BIS chief: Crypto has lost the ‘battle’ against fiat currency

Last year’s volatility in the digital-asset sector has ended for good any notion that crypto is an alternative to fiat currency says Agustin Carstens, general manager of the Bank for International Settlements (BIS) and former Governor of the Bank of Mexico.

“That battle has been won,” Carstens told Bloomberg TV in an interview. “A technology doesn’t make for trusted money.

“Only the legal, historical infrastructure behind central banks can give great credibility” to money, he argued, adding that crypto is a financial activity that can only exist “under certain conditions”.

Carstens expects a “strong statement” from the Group of 20 leading economies for strengthened regulation of the digital-asset sector. Their leaders are meeting in the south Indian technology hub of Bengaluru to discuss the various challenges to global economic growth and stability.

The digital-asset sector is still feeling the impact of a US$2 trillion rout and last November’s collapse of Sam Bankman-Fried’s FTX exchange, which has become one of the highest-profile corporate crime cases in US history.
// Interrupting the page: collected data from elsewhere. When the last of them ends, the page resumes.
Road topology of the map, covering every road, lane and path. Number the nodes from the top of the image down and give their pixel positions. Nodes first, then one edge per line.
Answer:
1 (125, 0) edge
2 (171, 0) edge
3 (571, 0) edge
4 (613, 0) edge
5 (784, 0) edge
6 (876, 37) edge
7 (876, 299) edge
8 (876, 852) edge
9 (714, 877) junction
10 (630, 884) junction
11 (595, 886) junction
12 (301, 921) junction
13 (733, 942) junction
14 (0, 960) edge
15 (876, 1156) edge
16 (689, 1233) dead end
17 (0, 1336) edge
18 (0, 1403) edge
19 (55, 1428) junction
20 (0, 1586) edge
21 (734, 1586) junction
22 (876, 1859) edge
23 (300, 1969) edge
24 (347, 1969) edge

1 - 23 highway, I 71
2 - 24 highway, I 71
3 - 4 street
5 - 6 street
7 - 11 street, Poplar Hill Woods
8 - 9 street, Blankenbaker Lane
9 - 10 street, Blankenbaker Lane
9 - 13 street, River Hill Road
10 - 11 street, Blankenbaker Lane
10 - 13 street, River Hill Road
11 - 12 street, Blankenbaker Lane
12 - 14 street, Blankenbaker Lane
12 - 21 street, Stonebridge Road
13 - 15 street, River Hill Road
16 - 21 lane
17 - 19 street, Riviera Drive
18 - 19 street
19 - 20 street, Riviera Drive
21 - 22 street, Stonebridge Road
Bitcoin only recently climbed back above the US$20,000 level, having peaked at nearly US$69,000 in 2021. The crypto collapse and a series of related bankruptcies undermined the claim that tokens can be relied on as stores of value and mediums of exchange.

Carstens also spoke at the Monetary Authority of Singapore, saying that central bank digital currencies (CBDC) and tokenised deposits can aid efficiency. He proposed the model of a unified blockchain under a public-private partnership where a central bank underpins trust in CBDCs.

Carstens mentioned private sector stablecoins in the speech and said that regulators must ensure stablecoins don’t harm investors and consumers or fragment the monetary system.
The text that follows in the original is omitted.